#### EXERCISE DETAILS:
Gather every line of the entries that includes the word "main".

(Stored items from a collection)
▼

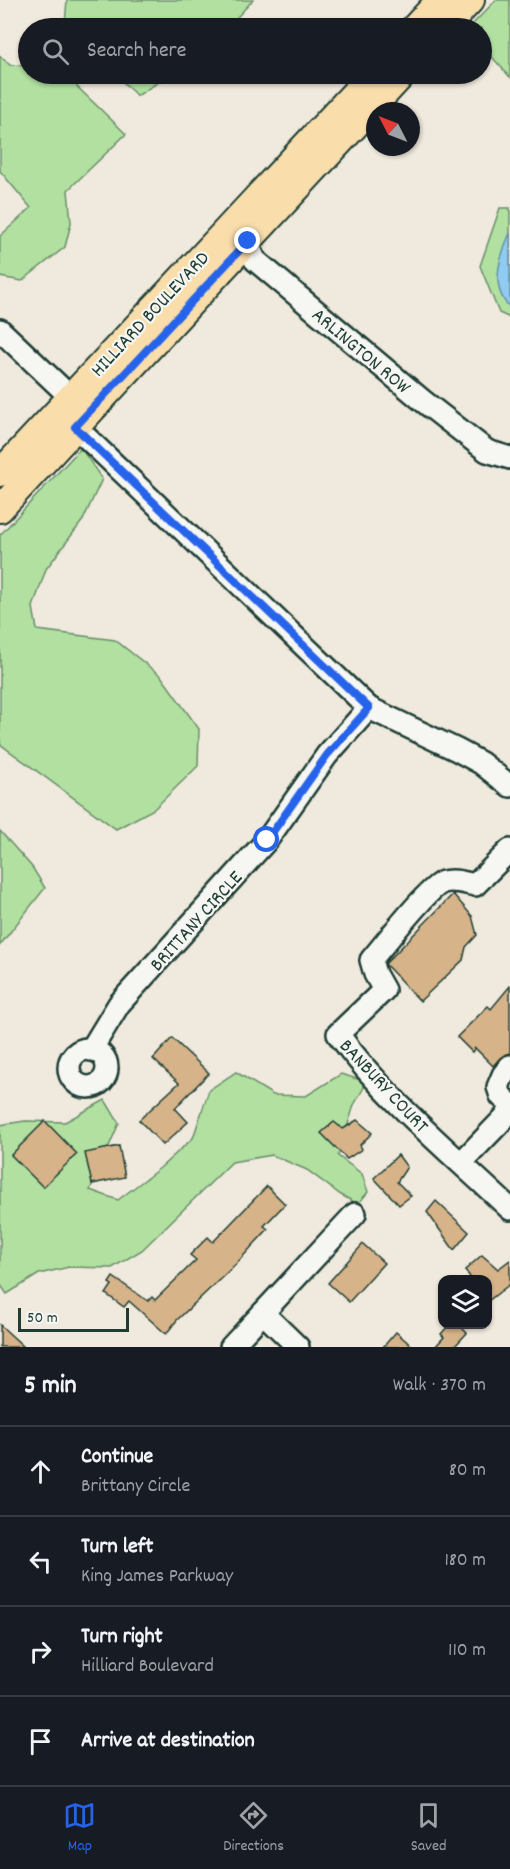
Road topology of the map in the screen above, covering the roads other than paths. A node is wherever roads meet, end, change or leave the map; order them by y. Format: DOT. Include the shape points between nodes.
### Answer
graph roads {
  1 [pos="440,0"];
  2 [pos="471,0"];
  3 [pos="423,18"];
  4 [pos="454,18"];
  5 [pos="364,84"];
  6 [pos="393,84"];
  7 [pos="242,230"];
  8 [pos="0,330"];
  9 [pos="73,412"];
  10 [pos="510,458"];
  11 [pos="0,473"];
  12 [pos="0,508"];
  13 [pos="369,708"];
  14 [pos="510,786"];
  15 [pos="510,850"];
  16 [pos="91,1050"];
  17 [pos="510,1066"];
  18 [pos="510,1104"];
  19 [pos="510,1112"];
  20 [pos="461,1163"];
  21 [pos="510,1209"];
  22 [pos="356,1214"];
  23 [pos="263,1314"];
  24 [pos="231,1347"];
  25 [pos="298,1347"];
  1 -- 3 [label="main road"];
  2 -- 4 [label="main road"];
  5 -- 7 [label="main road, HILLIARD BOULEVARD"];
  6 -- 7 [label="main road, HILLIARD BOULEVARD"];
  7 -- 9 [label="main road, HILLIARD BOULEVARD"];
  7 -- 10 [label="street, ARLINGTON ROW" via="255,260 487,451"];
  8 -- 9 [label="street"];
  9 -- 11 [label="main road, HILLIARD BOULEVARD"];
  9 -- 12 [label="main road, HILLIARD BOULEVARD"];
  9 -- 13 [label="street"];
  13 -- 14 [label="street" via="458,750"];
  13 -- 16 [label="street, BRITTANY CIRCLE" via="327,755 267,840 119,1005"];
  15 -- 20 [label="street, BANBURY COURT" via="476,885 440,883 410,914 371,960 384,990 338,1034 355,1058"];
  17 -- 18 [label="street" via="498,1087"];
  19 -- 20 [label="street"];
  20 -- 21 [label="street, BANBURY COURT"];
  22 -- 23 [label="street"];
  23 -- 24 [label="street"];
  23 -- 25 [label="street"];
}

▲

#### SOLUTION TO THIS PROBLEM:
  1 -- 3 [label="main road"];
  2 -- 4 [label="main road"];
  5 -- 7 [label="main road, HILLIARD BOULEVARD"];
  6 -- 7 [label="main road, HILLIARD BOULEVARD"];
  7 -- 9 [label="main road, HILLIARD BOULEVARD"];
  9 -- 11 [label="main road, HILLIARD BOULEVARD"];
  9 -- 12 [label="main road, HILLIARD BOULEVARD"];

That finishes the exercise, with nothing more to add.